Best Ever Cream Of --Tomato Soup - cooking recipe

Ingredients
    Ingredients
    2 kg firm ripe tomatoes, roughly chopped (or 4lb 4oz, Homegrown mixed are best)
    3 garlic cloves, roughly chopped
    fresh basil leaf, plus extra to serve (About a handful!)
    1 tablespoon tomato puree
    4 tablespoons olive oil, plus extra to serve
    1 liter vegetable stock (or 1.75 pints, Or chicken stock)
    salt & freshly ground black pepper
    2 -3 tablespoons caster sugar, to taste
    150 ml double cream (or 5 fl.ozs., plus extra to serve)
    1 loaf ciabatta, thickly sliced, to serve
Preparation
    Heat a large, heavy-based saucepan over a medium to high heat. When the pan is hot, add the tomatoes and fry for 4-5 minutes, or until they have started to break down.
    Add the garlic, basil, tomato puree and two tablespoons of olive oil.
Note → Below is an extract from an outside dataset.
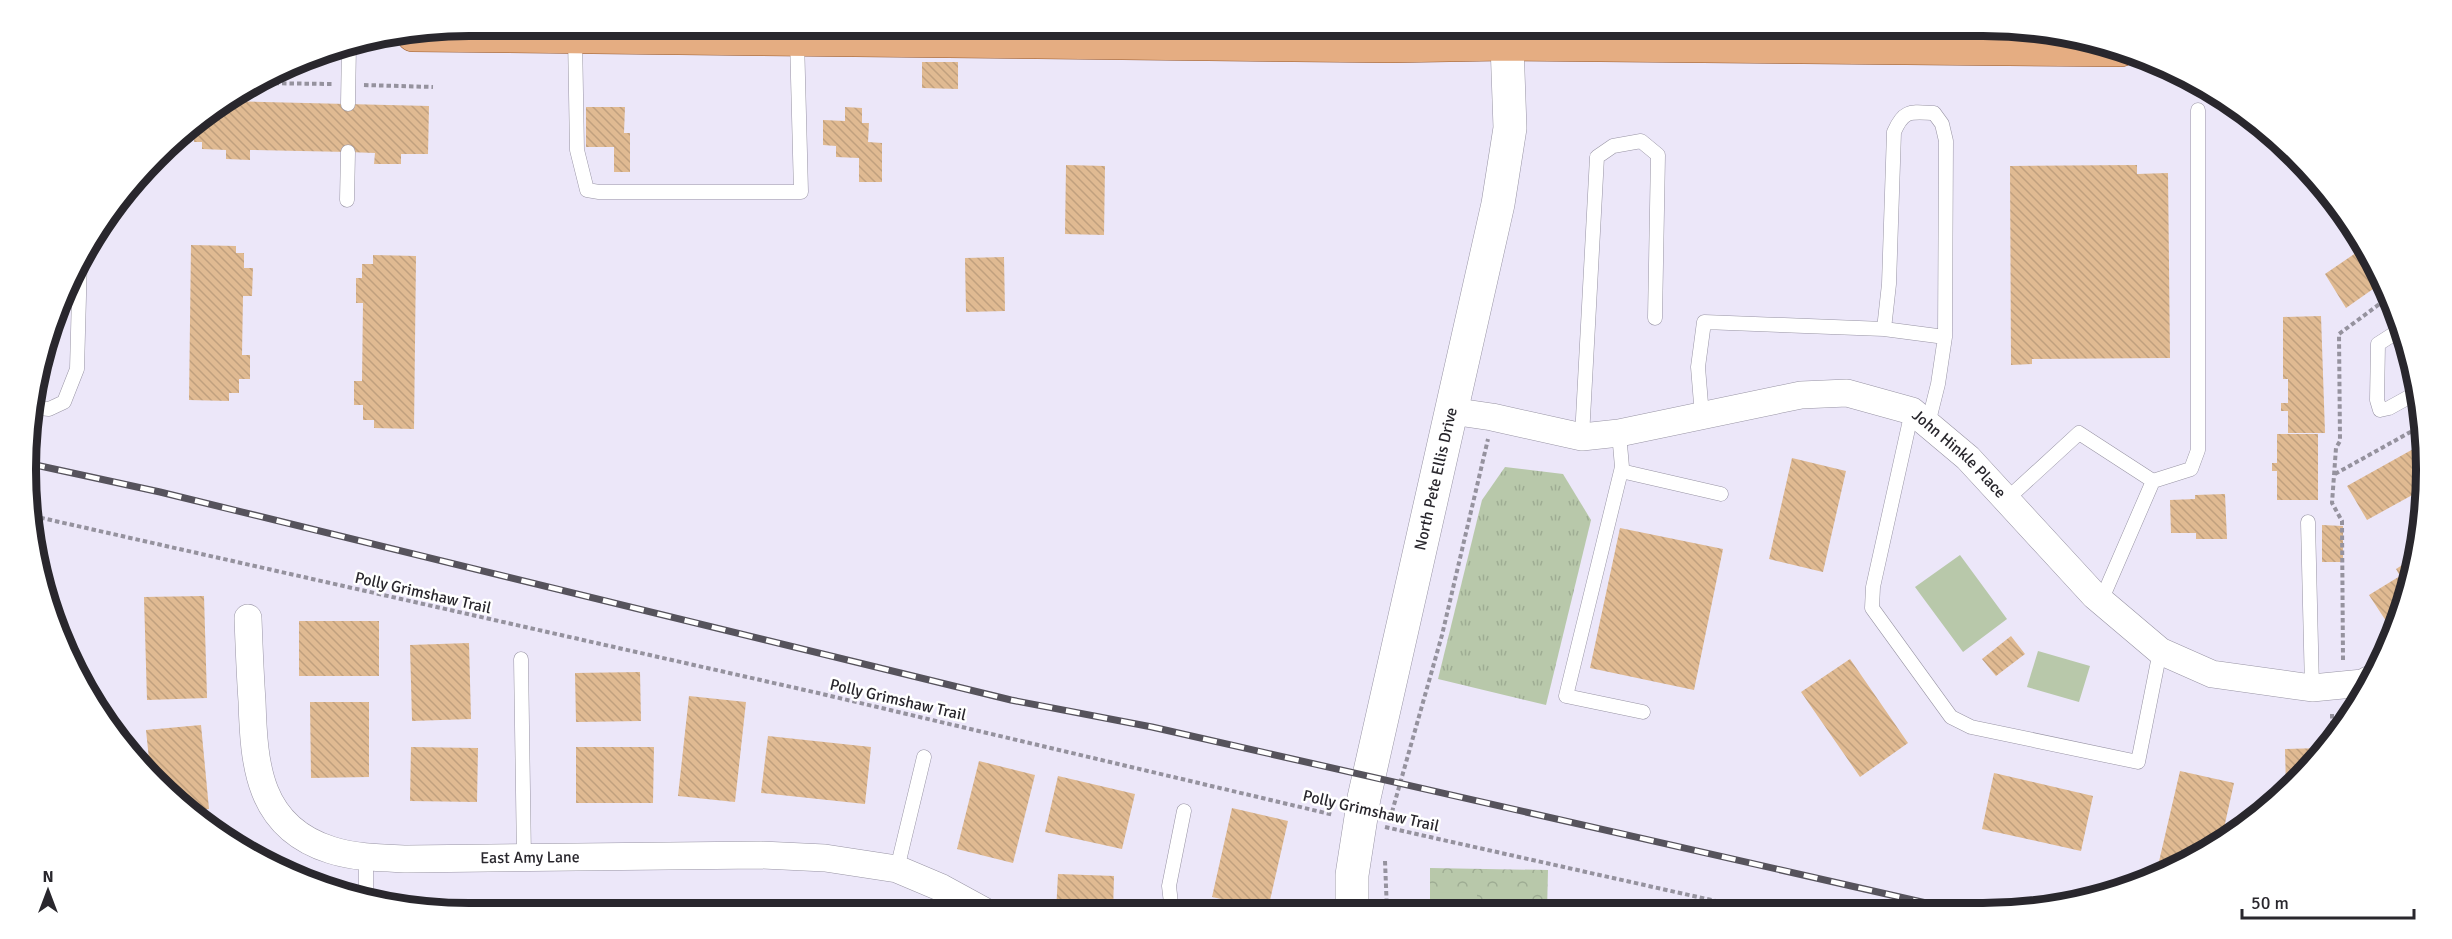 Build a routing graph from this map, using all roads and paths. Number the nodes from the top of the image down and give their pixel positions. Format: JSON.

Continue to cook for a further 1-2 minutes.
    Pour in the vegetable stock, bring the mixture to the boil, then reduce the heat until the mixture is simmering. Simmer for 3-4 minutes.
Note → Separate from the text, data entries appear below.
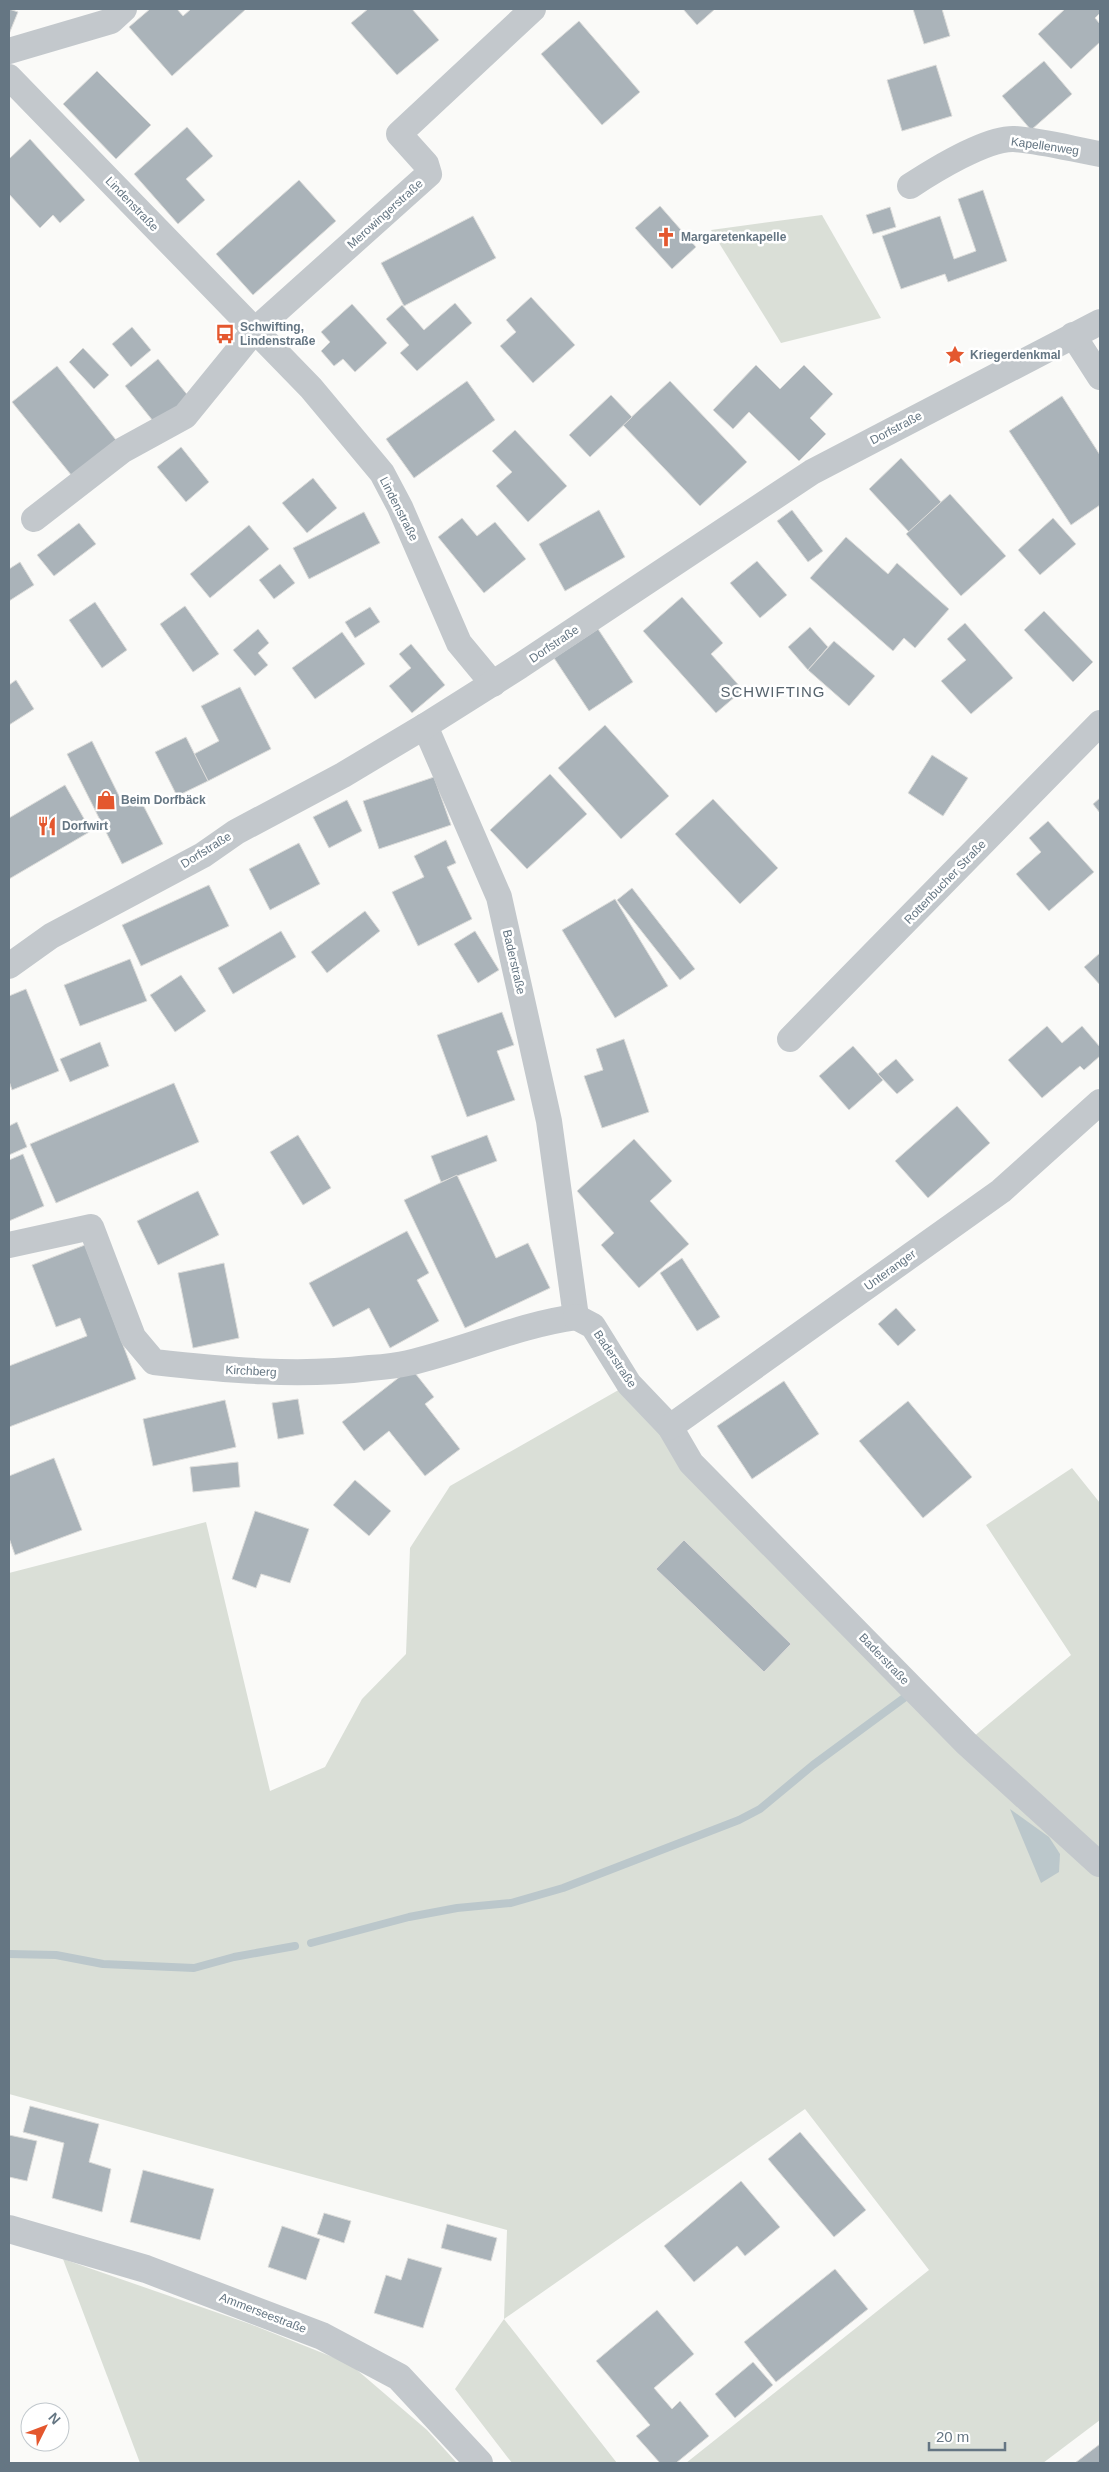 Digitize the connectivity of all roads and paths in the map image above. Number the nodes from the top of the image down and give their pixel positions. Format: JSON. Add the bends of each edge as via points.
{"nodes":[{"id":1,"x":124,"y":9,"type":"edge"},
{"id":2,"x":533,"y":9,"type":"edge"},
{"id":3,"x":9,"y":51,"type":"edge"},
{"id":4,"x":9,"y":77,"type":"edge"},
{"id":5,"x":1100,"y":154,"type":"edge"},
{"id":6,"x":910,"y":186,"type":"dead end"},
{"id":7,"x":1100,"y":322,"type":"edge"},
{"id":8,"x":255,"y":330,"type":"junction"},
{"id":9,"x":1073,"y":335,"type":"junction"},
{"id":10,"x":1100,"y":378,"type":"edge"},
{"id":11,"x":34,"y":519,"type":"dead end"},
{"id":12,"x":493,"y":684,"type":"junction"},
{"id":13,"x":1100,"y":723,"type":"edge"},
{"id":14,"x":425,"y":726,"type":"junction"},
{"id":15,"x":9,"y":966,"type":"edge"},
{"id":16,"x":790,"y":1040,"type":"dead end"},
{"id":17,"x":1100,"y":1102,"type":"edge"},
{"id":18,"x":9,"y":1245,"type":"edge"},
{"id":19,"x":576,"y":1317,"type":"junction"},
{"id":20,"x":670,"y":1427,"type":"junction"},
{"id":21,"x":1099,"y":1864,"type":"edge"},
{"id":22,"x":9,"y":2229,"type":"edge"},
{"id":23,"x":479,"y":2463,"type":"edge"}],
"edges":[{"from":1,"to":3,"type":"street","via":[[111,22]]},
{"from":2,"to":8,"type":"street","name":"Merowingerstraße","via":[[399,134],[426,164],[429,174]]},
{"from":4,"to":8,"type":"street","name":"Lindenstraße"},
{"from":5,"to":6,"type":"street","name":"Kapellenweg","via":[[1012,139],[991,144],[940,166]]},
{"from":7,"to":9,"type":"street","name":"Dorfstraße"},
{"from":8,"to":11,"type":"street","via":[[185,416],[123,450]]},
{"from":8,"to":12,"type":"street","name":"Lindenstraße","via":[[311,388],[382,473],[459,643]]},
{"from":9,"to":10,"type":"street"},
{"from":9,"to":12,"type":"street","name":"Dorfstraße","via":[[812,472]]},
{"from":12,"to":14,"type":"street","name":"Dorfstraße"},
{"from":13,"to":16,"type":"street","name":"Rottenbucher Straße"},
{"from":14,"to":15,"type":"street","name":"Dorfstraße","via":[[343,775],[245,827],[203,855],[51,936]]},
{"from":14,"to":19,"type":"street","name":"Baderstraße","via":[[499,897],[549,1121]]},
{"from":17,"to":20,"type":"street","name":"Unteranger","via":[[1001,1191]]},
{"from":18,"to":19,"type":"street","name":"Kirchberg","via":[[91,1226],[133,1337],[154,1362],[304,1374],[352,1370],[407,1364],[544,1321]]},
{"from":19,"to":20,"type":"street","name":"Baderstraße","via":[[592,1326],[629,1384]]},
{"from":20,"to":21,"type":"street","name":"Baderstraße","via":[[691,1463],[966,1743]]},
{"from":22,"to":23,"type":"street","name":"Ammerseestraße","via":[[146,2269],[322,2336],[399,2377]]}]}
    Transfer the soup mixture to a food processor and blend to a puree.
    Return the blended soup to the pan through a sieve and season, to taste, with salt, freshly ground black pepper and sugar.
    Pour in the cream and return the mixture to a simmer. Continue to simmer for a further 1-2 minutes.
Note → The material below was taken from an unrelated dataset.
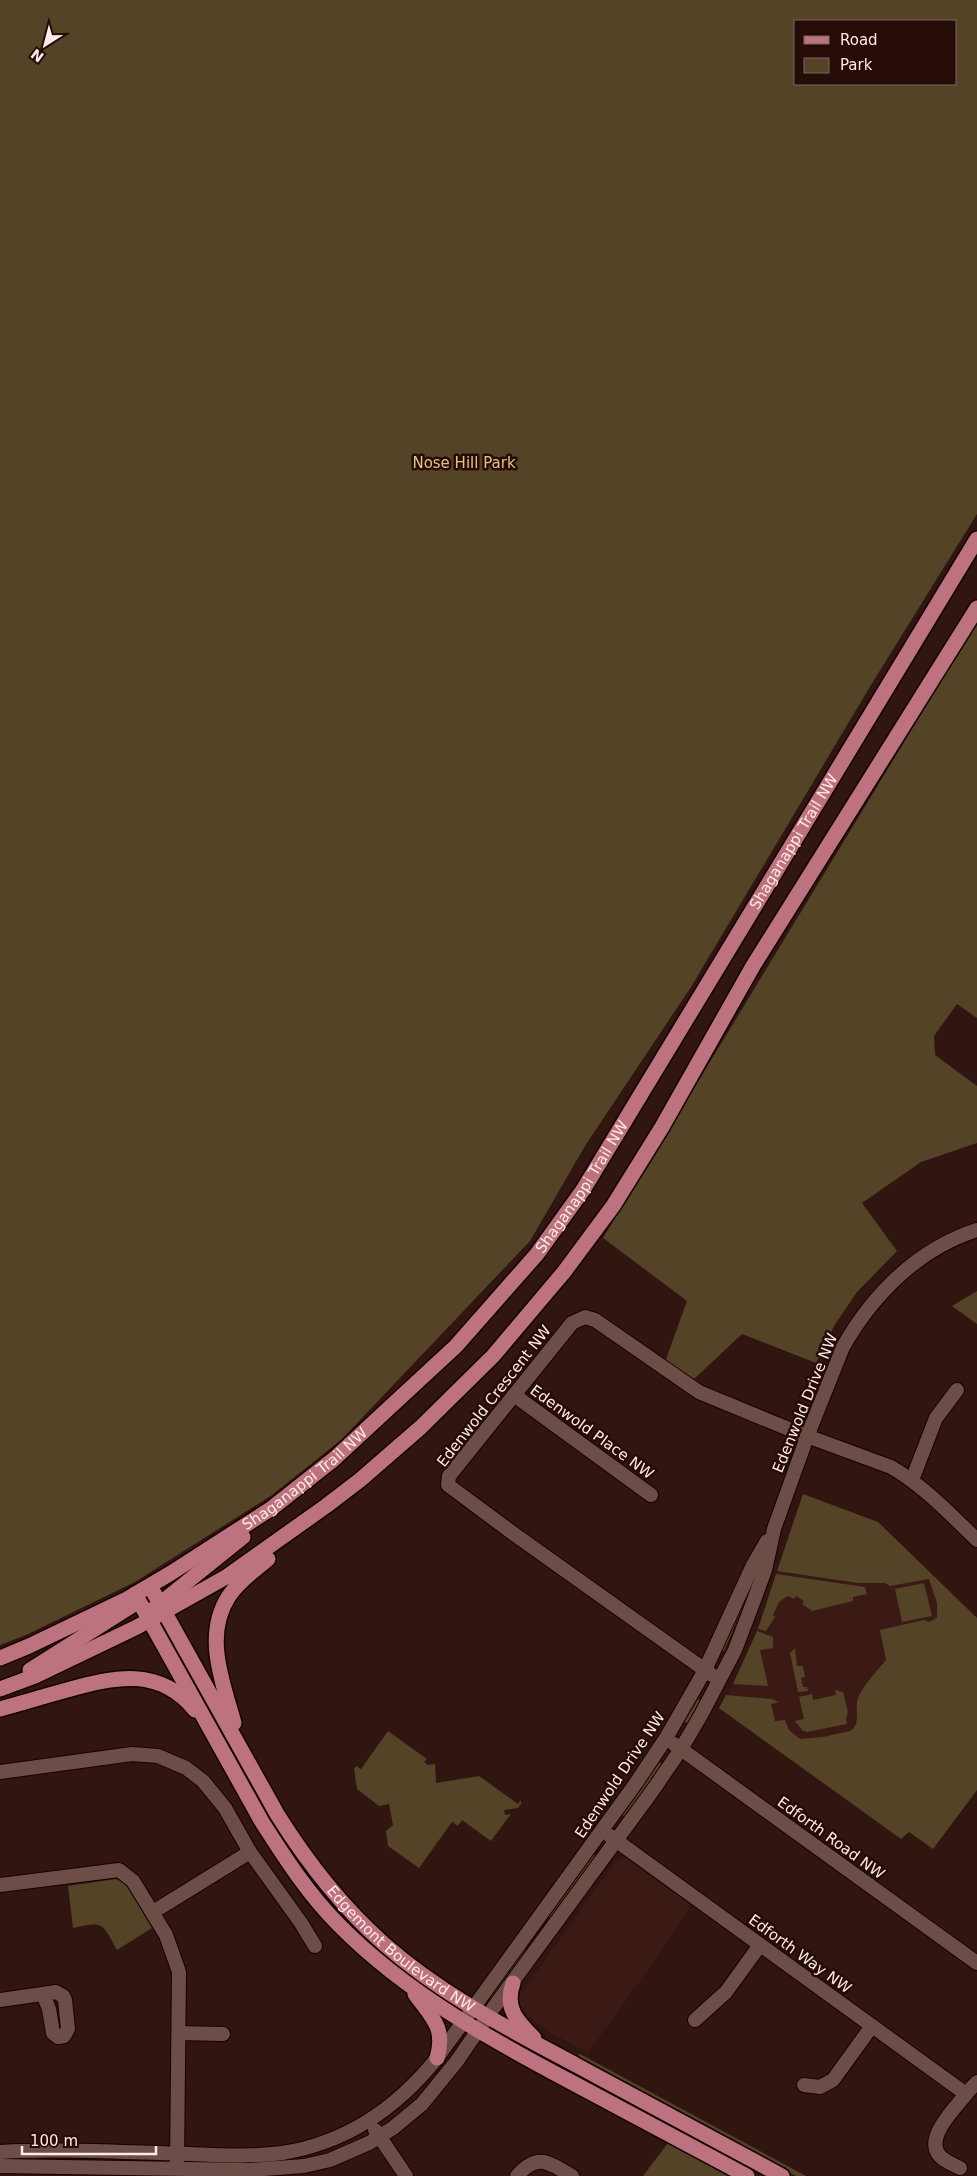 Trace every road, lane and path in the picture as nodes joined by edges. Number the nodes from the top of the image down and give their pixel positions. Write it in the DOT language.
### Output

    Meanwhile, brush the ciabatta slices with the remaining two tablespoons of olive oil.
    Heat a griddle pan until hot, add the ciabatta slices, in batches if necessary, and cook for 1-2 minutes on each side, or until golden brown griddle marks appear on both sides of the ciabatta.
    To serve, ladle the soup into four serving bowls. Drizzle a swirl of double cream into each bowl, then a swirl of olive oil, to garnish. Sprinkle over a few basil leaves.